The Consumer Rights Act 2015 allows for a repair or replacement unless this cannot be carried out within a reasonable timeframe or without significant inconvenience to the consumer. What constitutes significant inconvenience may also be open to debate if, for example, the nature of the repair is such that it cannot be carried out in the consumer’s home and this is something that an expert would be able to answer.

In order to qualify as an expert witness and to compile a report for an adjudication here at The Furniture Ombudsman, the expert must have necessary experience and be suitably qualified. They must state if there are areas outside of this expertise, and satisfy the requirement of independence. The consultant then signs an Expert’s Declaration and Statement of Truth. All of this means that weight can be attached to the expert’s opinion when coming to a decision on a dispute.

As mentioned before, these reports can be of assistance in identifying quality assurance issues, used to resolve issues arising between retailers and suppliers and to recognise other trends within product design and manufacture which might not be identified during any product testing.

The Furniture Ombudsman provides furniture and home improvement inspections which, as well as being an added value for members, also offers support for consumers in providing objective evidence for use in disputes with non-members which may have to proceed via the courts.

The Balance of Probabilities

Civil claims are assessed on the balance of probabilities – that is to say on the basis of what is more likely. In such cases, absolute scientific proof is not required. Therefore, reports from technician groups, manufacturers and even the retailer’s representatives themselves would be recognised by a court. However, of greater consequence would be the expert’s opinion primarily due to the set criteria which the consultant must follow. Furthermore, the expert’s independence from all the parties and the product is key in evaluating the evidence. For this reason, where an Ombudsman considers such evidence is required, the expert would be appointed by The Furniture Ombudsman, rather than a choice made by the parties to the dispute.

Such technical opinion can be very important in assessing a claim, particularly when this is of a subjective nature such as whether a mattress is exhibiting dips, which are causing discomfort. In such case a report may look at the extent of the dips and how long these have taken to develop, assess the nature of any natural materials in the mattress and the performance of the springs and sidewalls. The expert would need to view the item in the home of the consumer and investigate any visual clues. The expert may also need to look at the specification of the product and visit the retailer’s showroom to compare the two.

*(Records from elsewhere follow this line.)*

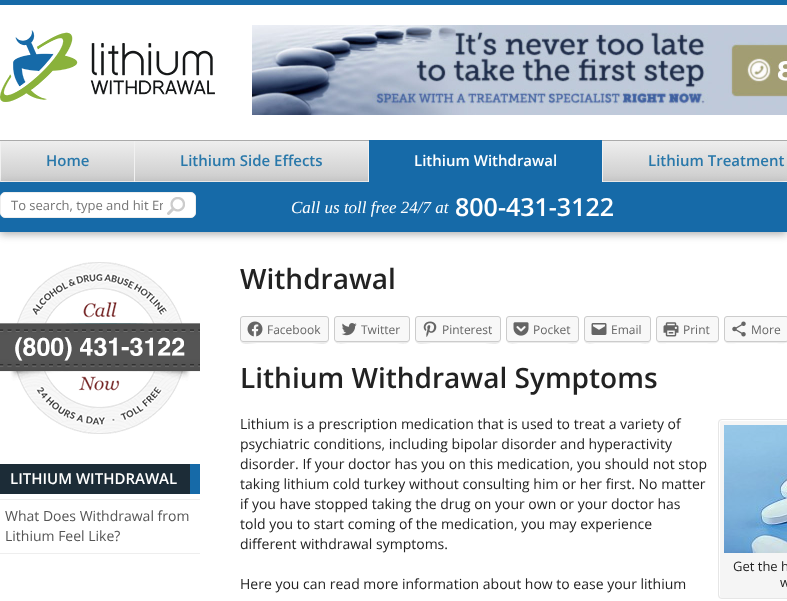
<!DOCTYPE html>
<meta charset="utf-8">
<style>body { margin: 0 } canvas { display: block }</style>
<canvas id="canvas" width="787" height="601"></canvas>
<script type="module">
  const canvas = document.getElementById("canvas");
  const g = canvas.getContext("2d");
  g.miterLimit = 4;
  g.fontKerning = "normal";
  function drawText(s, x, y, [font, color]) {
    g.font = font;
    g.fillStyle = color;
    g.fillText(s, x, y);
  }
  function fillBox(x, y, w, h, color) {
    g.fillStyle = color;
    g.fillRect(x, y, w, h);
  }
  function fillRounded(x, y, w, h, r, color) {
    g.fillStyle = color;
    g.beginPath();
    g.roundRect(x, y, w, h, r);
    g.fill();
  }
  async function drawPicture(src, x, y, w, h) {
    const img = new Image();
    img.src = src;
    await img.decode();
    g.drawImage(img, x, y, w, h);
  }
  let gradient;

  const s1 = ["600 15px Open Sans", "#2978AA"];
  const s2 = ["600 15px Open Sans", "#FFFFFF"];
  const s3 = ["13px Open Sans", "#757575"];
  const s4 = ["italic 17px Liberation Serif", "#FFFFFF"];
  const s5 = ["600 25px Open Sans", "#FFFFFF"];
  const s6 = ["14px Open Sans", "#555555"];
  const s7 = ["600 28px Open Sans", "#222222"];
  const s8 = ["12px Open Sans", "#656565"];
  const s9 = ["14px Open Sans", "#222222"];
  const s10 = ["13px Open Sans", "#222222"];

  fillBox(0, 0, 787, 601, "#FFFFFF");
  fillBox(0, 0, 787, 5, "#166AA8");
  await drawPicture("pic1.png", 0, 30, 215, 72);
  await drawPicture("pic2.png", 252, 25, 535, 90);
  gradient = g.createLinearGradient(394, 141, 394, 181);
  gradient.addColorStop(0, "#EEEEEE");
  gradient.addColorStop(1, "#CCCCCC");
  g.fillStyle = gradient;
  g.fillRect(1, 141, 786, 40);
  fillBox(0, 140, 787, 1, "#AAAAAA");
  fillBox(0, 141, 1, 41, "#F1F1F1");
  g.fillStyle = "#AAAAAA";
  g.filter = "blur(4px)";
  g.beginPath();
  g.rect(0, 184, 787, 50);
  g.fill();
  g.filter = "none";
  fillBox(134, 141, 1, 41, "#F1F1F1");
  drawText("Home", 46, 166, s1);
  fillBox(368, 141, 1, 41, "#F1F1F1");
  drawText("Lithium Side Effects", 180, 166, s1);
  fillBox(602, 141, 1, 41, "#F1F1F1");
  fillBox(369, 140, 233, 42, "#166AA8");
  drawText("Lithium Withdrawal", 414, 166, s2);
  drawText("Lithium Treatment", 648, 166, s1);
  fillBox(0, 182, 787, 50, "#166AA8");
  g.fillStyle = "#FFFFFF";
  g.beginPath();
  g.roundRect(0.5, 192.5, 195, 25, 4.5);
  g.fill();
  g.strokeStyle = "#EEEEEE";
  g.stroke();
  g.save();
  g.beginPath();
  g.rect(11, 196, 152, 18);
  g.clip();
  drawText("To search, type and hit En", 11, 210, s3);
  g.restore();
  await drawPicture("pic3.png", 167, 197, 18, 18);
  drawText("Call us toll free 24/7 at", 291, 213, s4);
  drawText("800-431-3122", 455, 216, s5);
  await drawPicture("pic4.png", 0, 262, 200, 172);
  fillBox(0, 464, 190, 30, "#1C2C37");
  fillBox(190, 464, 10, 30, "#166AA8");
  drawText("LITHIUM WITHDRAWAL", 10, 484, s2);
  fillBox(0, 499, 200, 1, "#EEEEEE");
  fillBox(0, 553, 200, 1, "#EEEEEE");
  drawText("What Does Withdrawal from", 5, 521, s6);
  drawText("Lithium Feel Like?", 5, 541, s6);
  drawText("Withdrawal", 240, 289, s7);
  g.fillStyle = "#EBEBEB";
  g.beginPath();
  g.moveTo(240, 339);
  g.bezierCurveTo(240, 347, 253, 343, 257, 343);
  g.lineTo(312, 343);
  g.bezierCurveTo(316, 343, 329, 347, 329, 339);
  g.bezierCurveTo(329, 341, 328, 342, 326, 342);
  g.lineTo(243, 342);
  g.bezierCurveTo(241, 342, 240, 341, 240, 339);
  g.closePath();
  g.fill();
  g.fillStyle = "#F8F8F8";
  g.beginPath();
  g.roundRect(240.5, 316.5, 88, 25, 2.5);
  g.fill();
  g.strokeStyle = "#CCCCCC";
  g.stroke();
  await drawPicture("pic5.png", 247, 321, 16, 16);
  drawText("Facebook", 267, 334, s8);
  g.fillStyle = "#EBEBEB";
  g.beginPath();
  g.moveTo(334, 339);
  g.bezierCurveTo(334, 346, 345, 343, 349, 343);
  g.lineTo(395, 343);
  g.bezierCurveTo(399, 343, 410, 346, 410, 339);
  g.bezierCurveTo(410, 341, 409, 342, 407, 342);
  g.lineTo(337, 342);
  g.bezierCurveTo(335, 342, 334, 341, 334, 339);
  g.closePath();
  g.fill();
  g.fillStyle = "#F8F8F8";
  g.beginPath();
  g.roundRect(334.5, 316.5, 75, 25, 2.5);
  g.fill();
  g.stroke();
  await drawPicture("pic6.png", 341, 323, 16, 13);
  drawText("Twitter", 361, 334, s8);
  g.fillStyle = "#EBEBEB";
  g.beginPath();
  g.moveTo(415, 339);
  g.bezierCurveTo(415, 347, 428, 343, 431, 343);
  g.lineTo(485, 343);
  g.bezierCurveTo(488, 343, 501, 347, 501, 339);
  g.bezierCurveTo(501, 341, 500, 342, 498, 342);
  g.lineTo(418, 342);
  g.bezierCurveTo(416, 342, 415, 341, 415, 339);
  g.closePath();
  g.fill();
  g.fillStyle = "#F8F8F8";
  g.beginPath();
  g.roundRect(415.5, 316.5, 85, 25, 2.5);
  g.fill();
  g.stroke();
  await drawPicture("pic7.png", 423, 321, 14, 16);
  drawText("Pinterest", 442, 334, s8);
  g.fillStyle = "#EBEBEB";
  g.beginPath();
  g.moveTo(506, 339);
  g.bezierCurveTo(506, 346, 516, 343, 520, 343);
  g.lineTo(565, 343);
  g.bezierCurveTo(569, 343, 579, 346, 579, 339);
  g.bezierCurveTo(579, 341, 578, 342, 576, 342);
  g.lineTo(509, 342);
  g.bezierCurveTo(507, 342, 506, 341, 506, 339);
  g.closePath();
  g.fill();
  g.fillStyle = "#F8F8F8";
  g.beginPath();
  g.roundRect(506.5, 316.5, 72, 25, 2.5);
  g.fill();
  g.stroke();
  await drawPicture("pic8.png", 513, 322, 16, 14);
  drawText("Pocket", 533, 334, s8);
  g.fillStyle = "#EBEBEB";
  g.beginPath();
  g.moveTo(584, 339);
  g.bezierCurveTo(584, 346, 593, 343, 597, 343);
  g.lineTo(638, 343);
  g.bezierCurveTo(642, 343, 651, 346, 651, 339);
  g.bezierCurveTo(651, 341, 650, 342, 648, 342);
  g.lineTo(587, 342);
  g.bezierCurveTo(585, 342, 584, 341, 584, 339);
  g.closePath();
  g.fill();
  g.fillStyle = "#F8F8F8";
  g.beginPath();
  g.roundRect(584.5, 316.5, 66, 25, 2.5);
  g.fill();
  g.stroke();
  await drawPicture("pic9.png", 591, 323, 16, 12);
  drawText("Email", 611, 334, s8);
  g.fillStyle = "#EBEBEB";
  g.beginPath();
  g.moveTo(656, 339);
  g.bezierCurveTo(656, 345, 664, 343, 668, 343);
  g.lineTo(706, 343);
  g.bezierCurveTo(711, 343, 719, 345, 719, 339);
  g.bezierCurveTo(719, 341, 718, 342, 716, 342);
  g.lineTo(659, 342);
  g.bezierCurveTo(657, 342, 656, 341, 656, 339);
  g.closePath();
  g.fill();
  g.fillStyle = "#F8F8F8";
  g.beginPath();
  g.roundRect(656.5, 316.5, 62, 25, 2.5);
  g.fill();
  g.stroke();
  await drawPicture("pic10.png", 663, 322, 16, 15);
  drawText("Print", 683, 334, s8);
  g.fillStyle = "#EBEBEB";
  g.beginPath();
  g.moveTo(724, 339);
  g.bezierCurveTo(724, 345, 732, 343, 737, 343);
  g.lineTo(776, 343);
  g.bezierCurveTo(781, 343, 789, 345, 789, 339);
  g.bezierCurveTo(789, 341, 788, 342, 786, 342);
  g.lineTo(727, 342);
  g.bezierCurveTo(725, 342, 724, 341, 724, 339);
  g.closePath();
  g.fill();
  g.fillStyle = "#F8F8F8";
  g.beginPath();
  g.roundRect(724.5, 316.5, 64, 25, 2.5);
  g.fill();
  g.stroke();
  await drawPicture("pic11.png", 732, 321, 14, 16);
  drawText("More", 751, 334, s8);
  drawText("Lithium Withdrawal Symptoms", 240, 388, s7);
  drawText("Lithium is a prescription medication that is used to treat a variety of", 240, 429, s9);
  drawText("psychiatric conditions, including bipolar disorder and hyperactivity", 240, 449, s9);
  drawText("disorder. If your doctor has you on this medication, you should not stop", 240, 469, s9);
  drawText("taking lithium cold turkey without consulting him or her first. No matter", 240, 489, s9);
  drawText("if you have stopped taking the drug on your own or your doctor has", 240, 509, s9);
  drawText("told you to start coming of the medication, you may experience", 240, 529, s9);
  drawText("different withdrawal symptoms.", 240, 549, s9);
  drawText("Here you can read more information about how to ease your lithium", 240, 589, s9);
  fillRounded(718, 419, 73, 180, 4, "#F5F5F5");
  g.fillStyle = "#FFFFFF";
  g.beginPath();
  g.moveTo(722, 420);
  g.bezierCurveTo(720, 420, 719, 421, 719, 423);
  g.lineTo(719, 595);
  g.bezierCurveTo(719, 597, 720, 598, 722, 598);
  g.lineTo(723, 598);
  g.bezierCurveTo(721, 598, 720, 597, 720, 595);
  g.lineTo(720, 423);
  g.bezierCurveTo(720, 421, 721, 420, 723, 420);
  g.closePath();
  g.fill();
  g.beginPath();
  g.moveTo(722, 421);
  g.lineTo(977, 421);
  g.lineTo(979, 422);
  g.lineTo(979, 424);
  g.lineTo(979, 423);
  g.bezierCurveTo(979, 421, 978, 420, 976, 420);
  g.lineTo(722, 420);
  g.bezierCurveTo(720, 420, 719, 421, 719, 423);
  g.lineTo(719, 424);
  g.bezierCurveTo(719, 422, 720, 421, 722, 421);
  g.closePath();
  g.fill();
  g.beginPath();
  g.roundRect(718.5, 419.5, 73, 179, 3.5);
  g.strokeStyle = "#E6E6E6";
  g.stroke();
  await drawPicture("pic12.png", 724, 425, 63, 128);
  drawText("Get the h", 733, 571, s10);
  drawText("w", 780, 587, s10);
</script>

What a consultant cannot do is to replicate a night’s sleep upon the mattress and comment on the comfort per se. The consultant’s investigation would be a thorough one, dealing with all highlighted issues and expressing an opinion as to whether there was a fault and if repair was feasible, but this would be based upon the balance of probabilities, that is to say, “what is the most likely cause?”.

The Reasonable Person

Civil claims continue to be assessed on an objective basis – the hypothetical ordinary and reasonable man on the Clapham Omnibus which was introduced into the English Court System in the Victorian era is still used today to assess what the reasonable person would think in any given scenario. So to take our first example, is the tiger striping as the reasonable person would have expected upon review of all the available point of sale documentation and product descriptions and having access to information about natural characteristics?

However, sometimes when this is in balance, the expert’s opinion can settle the dispute as to where the claim may lie and such information can be very important to an Ombudsman in assessing the consumer’s claim and any liability that a retailer may have.

Our pool of inspectors, many of whom have worked exclusively with us for a number of years, in addition to the various partnerships that we hold within the furniture and home improvement industries, are a crucial means of independent support that many of the UKs leading retailers and manufacturers have come to rely on.